Supplied records below:

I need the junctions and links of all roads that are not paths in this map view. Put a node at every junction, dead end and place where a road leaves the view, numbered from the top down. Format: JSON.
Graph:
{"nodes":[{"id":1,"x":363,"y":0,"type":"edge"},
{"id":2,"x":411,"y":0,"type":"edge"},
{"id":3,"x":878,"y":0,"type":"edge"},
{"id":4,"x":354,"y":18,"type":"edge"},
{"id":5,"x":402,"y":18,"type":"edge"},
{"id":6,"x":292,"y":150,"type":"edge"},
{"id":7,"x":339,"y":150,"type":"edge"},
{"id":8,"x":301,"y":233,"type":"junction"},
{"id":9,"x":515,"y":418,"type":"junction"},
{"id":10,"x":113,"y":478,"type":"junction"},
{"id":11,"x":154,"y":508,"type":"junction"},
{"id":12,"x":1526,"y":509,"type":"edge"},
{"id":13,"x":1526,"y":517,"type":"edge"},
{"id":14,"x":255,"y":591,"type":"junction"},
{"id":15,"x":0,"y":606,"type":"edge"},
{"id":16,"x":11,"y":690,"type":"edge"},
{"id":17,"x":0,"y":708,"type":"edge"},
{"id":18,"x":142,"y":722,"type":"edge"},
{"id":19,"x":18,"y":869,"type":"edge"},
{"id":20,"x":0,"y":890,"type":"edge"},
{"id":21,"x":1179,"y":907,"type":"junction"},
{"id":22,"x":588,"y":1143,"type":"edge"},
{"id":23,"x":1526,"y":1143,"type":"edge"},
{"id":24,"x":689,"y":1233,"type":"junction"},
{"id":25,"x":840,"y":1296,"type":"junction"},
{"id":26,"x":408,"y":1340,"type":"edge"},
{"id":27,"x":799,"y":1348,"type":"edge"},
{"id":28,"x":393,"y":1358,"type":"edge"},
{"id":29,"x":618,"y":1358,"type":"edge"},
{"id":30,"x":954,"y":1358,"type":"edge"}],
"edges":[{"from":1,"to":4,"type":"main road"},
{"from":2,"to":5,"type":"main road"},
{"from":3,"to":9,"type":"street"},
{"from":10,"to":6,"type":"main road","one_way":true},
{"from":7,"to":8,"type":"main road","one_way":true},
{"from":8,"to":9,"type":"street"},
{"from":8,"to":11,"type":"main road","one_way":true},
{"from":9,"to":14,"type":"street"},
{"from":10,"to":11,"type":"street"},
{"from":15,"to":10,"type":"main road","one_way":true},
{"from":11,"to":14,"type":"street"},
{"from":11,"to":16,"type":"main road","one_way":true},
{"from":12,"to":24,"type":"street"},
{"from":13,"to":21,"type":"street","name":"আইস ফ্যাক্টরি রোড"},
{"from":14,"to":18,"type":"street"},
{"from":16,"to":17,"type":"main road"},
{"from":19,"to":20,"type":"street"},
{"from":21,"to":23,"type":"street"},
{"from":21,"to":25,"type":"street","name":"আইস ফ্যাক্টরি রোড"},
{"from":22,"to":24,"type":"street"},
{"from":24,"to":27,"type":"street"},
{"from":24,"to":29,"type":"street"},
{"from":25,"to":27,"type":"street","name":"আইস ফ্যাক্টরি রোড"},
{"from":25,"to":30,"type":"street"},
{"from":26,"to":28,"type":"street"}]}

End of Supplied records.

### Directions for this task
Reproduce each of the entries exactly, omitting none.

### Reply
I need the junctions and links of all roads that are not paths in this map view. Put a node at every junction, dead end and place where a road leaves the view, numbered from the top down. Format: JSON.
Graph:
{"nodes":[{"id":1,"x":363,"y":0,"type":"edge"},
{"id":2,"x":411,"y":0,"type":"edge"},
{"id":3,"x":878,"y":0,"type":"edge"},
{"id":4,"x":354,"y":18,"type":"edge"},
{"id":5,"x":402,"y":18,"type":"edge"},
{"id":6,"x":292,"y":150,"type":"edge"},
{"id":7,"x":339,"y":150,"type":"edge"},
{"id":8,"x":301,"y":233,"type":"junction"},
{"id":9,"x":515,"y":418,"type":"junction"},
{"id":10,"x":113,"y":478,"type":"junction"},
{"id":11,"x":154,"y":508,"type":"junction"},
{"id":12,"x":1526,"y":509,"type":"edge"},
{"id":13,"x":1526,"y":517,"type":"edge"},
{"id":14,"x":255,"y":591,"type":"junction"},
{"id":15,"x":0,"y":606,"type":"edge"},
{"id":16,"x":11,"y":690,"type":"edge"},
{"id":17,"x":0,"y":708,"type":"edge"},
{"id":18,"x":142,"y":722,"type":"edge"},
{"id":19,"x":18,"y":869,"type":"edge"},
{"id":20,"x":0,"y":890,"type":"edge"},
{"id":21,"x":1179,"y":907,"type":"junction"},
{"id":22,"x":588,"y":1143,"type":"edge"},
{"id":23,"x":1526,"y":1143,"type":"edge"},
{"id":24,"x":689,"y":1233,"type":"junction"},
{"id":25,"x":840,"y":1296,"type":"junction"},
{"id":26,"x":408,"y":1340,"type":"edge"},
{"id":27,"x":799,"y":1348,"type":"edge"},
{"id":28,"x":393,"y":1358,"type":"edge"},
{"id":29,"x":618,"y":1358,"type":"edge"},
{"id":30,"x":954,"y":1358,"type":"edge"}],
"edges":[{"from":1,"to":4,"type":"main road"},
{"from":2,"to":5,"type":"main road"},
{"from":3,"to":9,"type":"street"},
{"from":10,"to":6,"type":"main road","one_way":true},
{"from":7,"to":8,"type":"main road","one_way":true},
{"from":8,"to":9,"type":"street"},
{"from":8,"to":11,"type":"main road","one_way":true},
{"from":9,"to":14,"type":"street"},
{"from":10,"to":11,"type":"street"},
{"from":15,"to":10,"type":"main road","one_way":true},
{"from":11,"to":14,"type":"street"},
{"from":11,"to":16,"type":"main road","one_way":true},
{"from":12,"to":24,"type":"street"},
{"from":13,"to":21,"type":"street","name":"আইস ফ্যাক্টরি রোড"},
{"from":14,"to":18,"type":"street"},
{"from":16,"to":17,"type":"main road"},
{"from":19,"to":20,"type":"street"},
{"from":21,"to":23,"type":"street"},
{"from":21,"to":25,"type":"street","name":"আইস ফ্যাক্টরি রোড"},
{"from":22,"to":24,"type":"street"},
{"from":24,"to":27,"type":"street"},
{"from":24,"to":29,"type":"street"},
{"from":25,"to":27,"type":"street","name":"আইস ফ্যাক্টরি রোড"},
{"from":25,"to":30,"type":"street"},
{"from":26,"to":28,"type":"street"}]}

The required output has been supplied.